Based on What We Know, Is the NSA Verizon Request Legal?
Here’s what we know about a National Security Agency program that collects vast amounts of data on the electronic activity of Americans: While controversial, a leaked secret document authorizing the collection makes it clear that the Foreign Intelligence Surveillance Court has decided that the collection of metadata for every call made in and into the United States is legal under Section 215 of the U.S.A. Patriot Act.
What we don’t know is why. That’s because the opinion of the FISC is secret.
In an effort to get some kind of answer, we asked legal scholars to interpret the so-called business records section of the post-Sept. 11 legislation to determine what in it could — or could not — justify the government collection of three months’ worth of all Verizon phone calls made in and into the United States.
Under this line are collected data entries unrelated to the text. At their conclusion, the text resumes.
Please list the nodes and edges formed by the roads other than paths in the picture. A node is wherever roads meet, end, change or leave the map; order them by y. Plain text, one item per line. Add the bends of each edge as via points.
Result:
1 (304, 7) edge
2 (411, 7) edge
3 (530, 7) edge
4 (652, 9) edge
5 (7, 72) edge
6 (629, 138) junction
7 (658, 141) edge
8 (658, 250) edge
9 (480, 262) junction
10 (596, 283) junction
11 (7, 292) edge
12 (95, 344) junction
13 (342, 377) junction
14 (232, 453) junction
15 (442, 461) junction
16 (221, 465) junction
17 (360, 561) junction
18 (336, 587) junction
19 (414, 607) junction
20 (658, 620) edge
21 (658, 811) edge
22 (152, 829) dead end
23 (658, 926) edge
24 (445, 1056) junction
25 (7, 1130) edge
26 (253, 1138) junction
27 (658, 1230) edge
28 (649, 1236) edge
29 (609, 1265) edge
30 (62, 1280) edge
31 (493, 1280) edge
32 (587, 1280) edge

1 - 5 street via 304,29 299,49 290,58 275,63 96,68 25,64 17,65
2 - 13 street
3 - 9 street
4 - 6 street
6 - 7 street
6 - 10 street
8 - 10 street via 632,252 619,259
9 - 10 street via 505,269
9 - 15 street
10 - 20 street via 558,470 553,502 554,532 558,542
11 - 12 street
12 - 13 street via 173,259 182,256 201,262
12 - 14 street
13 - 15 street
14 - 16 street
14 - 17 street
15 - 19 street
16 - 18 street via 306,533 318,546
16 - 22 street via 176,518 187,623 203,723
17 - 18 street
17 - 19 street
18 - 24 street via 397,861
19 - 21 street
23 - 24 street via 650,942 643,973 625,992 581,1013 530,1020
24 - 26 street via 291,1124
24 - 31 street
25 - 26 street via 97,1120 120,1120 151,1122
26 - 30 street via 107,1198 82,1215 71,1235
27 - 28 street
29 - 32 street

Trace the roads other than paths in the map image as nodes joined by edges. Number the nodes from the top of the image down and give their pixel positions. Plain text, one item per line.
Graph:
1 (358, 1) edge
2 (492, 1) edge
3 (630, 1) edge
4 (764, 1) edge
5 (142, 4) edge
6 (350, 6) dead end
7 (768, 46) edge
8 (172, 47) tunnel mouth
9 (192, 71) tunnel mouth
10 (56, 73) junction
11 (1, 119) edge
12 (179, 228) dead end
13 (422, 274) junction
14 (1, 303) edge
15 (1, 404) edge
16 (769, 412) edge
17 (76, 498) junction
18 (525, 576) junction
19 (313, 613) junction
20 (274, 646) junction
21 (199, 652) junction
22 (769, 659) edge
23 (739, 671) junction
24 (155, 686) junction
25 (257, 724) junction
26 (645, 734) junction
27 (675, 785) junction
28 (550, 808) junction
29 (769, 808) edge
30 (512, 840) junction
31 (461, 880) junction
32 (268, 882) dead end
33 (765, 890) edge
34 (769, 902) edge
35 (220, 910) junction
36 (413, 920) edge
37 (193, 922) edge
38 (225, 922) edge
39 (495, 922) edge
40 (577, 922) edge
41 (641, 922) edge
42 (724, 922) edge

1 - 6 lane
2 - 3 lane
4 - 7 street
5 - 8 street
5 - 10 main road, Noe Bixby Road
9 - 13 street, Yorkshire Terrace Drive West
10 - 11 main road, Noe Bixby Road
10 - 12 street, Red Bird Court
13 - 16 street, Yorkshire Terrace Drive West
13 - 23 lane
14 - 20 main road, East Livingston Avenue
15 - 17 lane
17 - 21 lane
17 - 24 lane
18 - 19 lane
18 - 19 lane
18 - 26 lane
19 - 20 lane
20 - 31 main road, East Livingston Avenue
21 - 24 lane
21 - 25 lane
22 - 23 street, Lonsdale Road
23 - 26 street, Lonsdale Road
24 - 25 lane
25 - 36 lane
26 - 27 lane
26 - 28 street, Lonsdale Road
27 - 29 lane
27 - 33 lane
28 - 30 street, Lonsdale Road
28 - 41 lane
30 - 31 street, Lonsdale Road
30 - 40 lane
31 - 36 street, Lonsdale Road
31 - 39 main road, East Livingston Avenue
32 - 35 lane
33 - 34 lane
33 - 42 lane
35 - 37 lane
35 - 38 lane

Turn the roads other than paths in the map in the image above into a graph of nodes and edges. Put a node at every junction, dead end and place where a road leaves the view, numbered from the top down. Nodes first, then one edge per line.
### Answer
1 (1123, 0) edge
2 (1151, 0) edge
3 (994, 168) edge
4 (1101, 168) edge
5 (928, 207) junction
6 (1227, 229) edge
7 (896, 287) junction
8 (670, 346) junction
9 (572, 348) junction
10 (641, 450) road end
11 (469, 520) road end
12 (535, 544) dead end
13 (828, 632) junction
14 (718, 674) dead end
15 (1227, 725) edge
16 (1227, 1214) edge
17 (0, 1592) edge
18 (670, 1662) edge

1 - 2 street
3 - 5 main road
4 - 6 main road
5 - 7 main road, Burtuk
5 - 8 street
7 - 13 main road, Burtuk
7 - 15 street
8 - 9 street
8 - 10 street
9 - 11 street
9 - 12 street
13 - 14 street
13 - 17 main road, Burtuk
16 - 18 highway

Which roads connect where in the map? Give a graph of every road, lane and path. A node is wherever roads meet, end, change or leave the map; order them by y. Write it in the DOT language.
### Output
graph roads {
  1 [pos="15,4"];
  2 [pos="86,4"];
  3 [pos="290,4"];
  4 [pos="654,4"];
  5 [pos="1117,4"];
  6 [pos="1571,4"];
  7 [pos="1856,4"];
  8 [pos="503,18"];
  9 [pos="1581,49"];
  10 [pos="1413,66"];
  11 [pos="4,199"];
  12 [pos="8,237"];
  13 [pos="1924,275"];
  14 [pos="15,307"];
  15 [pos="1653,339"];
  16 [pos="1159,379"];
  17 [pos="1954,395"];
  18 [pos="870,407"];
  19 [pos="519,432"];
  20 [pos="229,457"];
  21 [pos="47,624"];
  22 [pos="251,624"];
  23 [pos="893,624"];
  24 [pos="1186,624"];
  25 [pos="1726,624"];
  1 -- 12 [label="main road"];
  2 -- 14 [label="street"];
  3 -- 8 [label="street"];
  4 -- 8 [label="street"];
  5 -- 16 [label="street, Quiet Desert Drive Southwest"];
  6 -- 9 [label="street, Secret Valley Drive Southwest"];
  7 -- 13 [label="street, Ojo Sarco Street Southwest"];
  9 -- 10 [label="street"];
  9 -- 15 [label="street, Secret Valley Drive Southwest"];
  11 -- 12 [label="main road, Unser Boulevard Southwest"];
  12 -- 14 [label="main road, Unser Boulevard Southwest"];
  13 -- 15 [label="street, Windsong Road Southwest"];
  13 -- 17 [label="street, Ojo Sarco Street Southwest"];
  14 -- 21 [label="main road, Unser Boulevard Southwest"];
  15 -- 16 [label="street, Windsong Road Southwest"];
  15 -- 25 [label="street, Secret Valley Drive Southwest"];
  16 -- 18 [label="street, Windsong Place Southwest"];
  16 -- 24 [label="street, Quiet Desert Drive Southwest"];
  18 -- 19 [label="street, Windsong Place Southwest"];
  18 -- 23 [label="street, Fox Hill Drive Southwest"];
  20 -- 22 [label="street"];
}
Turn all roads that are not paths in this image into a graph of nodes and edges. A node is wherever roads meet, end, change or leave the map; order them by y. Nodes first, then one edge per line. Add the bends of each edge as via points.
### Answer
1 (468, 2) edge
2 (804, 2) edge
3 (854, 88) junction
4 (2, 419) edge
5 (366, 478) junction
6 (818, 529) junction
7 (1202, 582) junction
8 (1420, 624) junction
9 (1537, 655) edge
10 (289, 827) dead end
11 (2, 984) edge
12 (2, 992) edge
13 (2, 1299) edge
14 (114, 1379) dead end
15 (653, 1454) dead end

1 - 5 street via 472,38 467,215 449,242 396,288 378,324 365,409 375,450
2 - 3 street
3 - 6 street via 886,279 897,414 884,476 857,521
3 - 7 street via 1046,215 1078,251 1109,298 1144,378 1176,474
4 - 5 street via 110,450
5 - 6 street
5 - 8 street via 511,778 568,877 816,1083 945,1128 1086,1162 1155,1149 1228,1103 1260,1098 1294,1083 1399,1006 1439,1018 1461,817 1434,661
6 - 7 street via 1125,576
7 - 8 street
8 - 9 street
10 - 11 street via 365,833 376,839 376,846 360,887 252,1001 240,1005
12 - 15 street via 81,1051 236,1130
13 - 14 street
Here are their answers, with some of our annotations added for clarity and background:
Kent Greenfield, professor of law at Boston College:
By all appearances, the program does not easily fit within the Patriot Act. The provision cited by the court allows the government to petition for access to “business records” that are “relevant” to “an authorized investigation” to “protect against international terrorism.” If the NSA is gathering billions of daily phone records, only a sliver will be relevant to any specific investigation. The gathering of the rest would seem to go too far.
Having said that, I could imagine a reasonable interpretation of the statute that allows for the data dump, especially if bound by so-called minimization procedures that control how the data are actually used. The problem is that the FISA court’s interpretation of the statute is secret. We do not have access to the court’s explanation of how the law allows this surveillance.
So the secrecy of the surveillance is not nearly as troubling as the secrecy of its justification. Democracy can survive the former and could be eroded by the latter.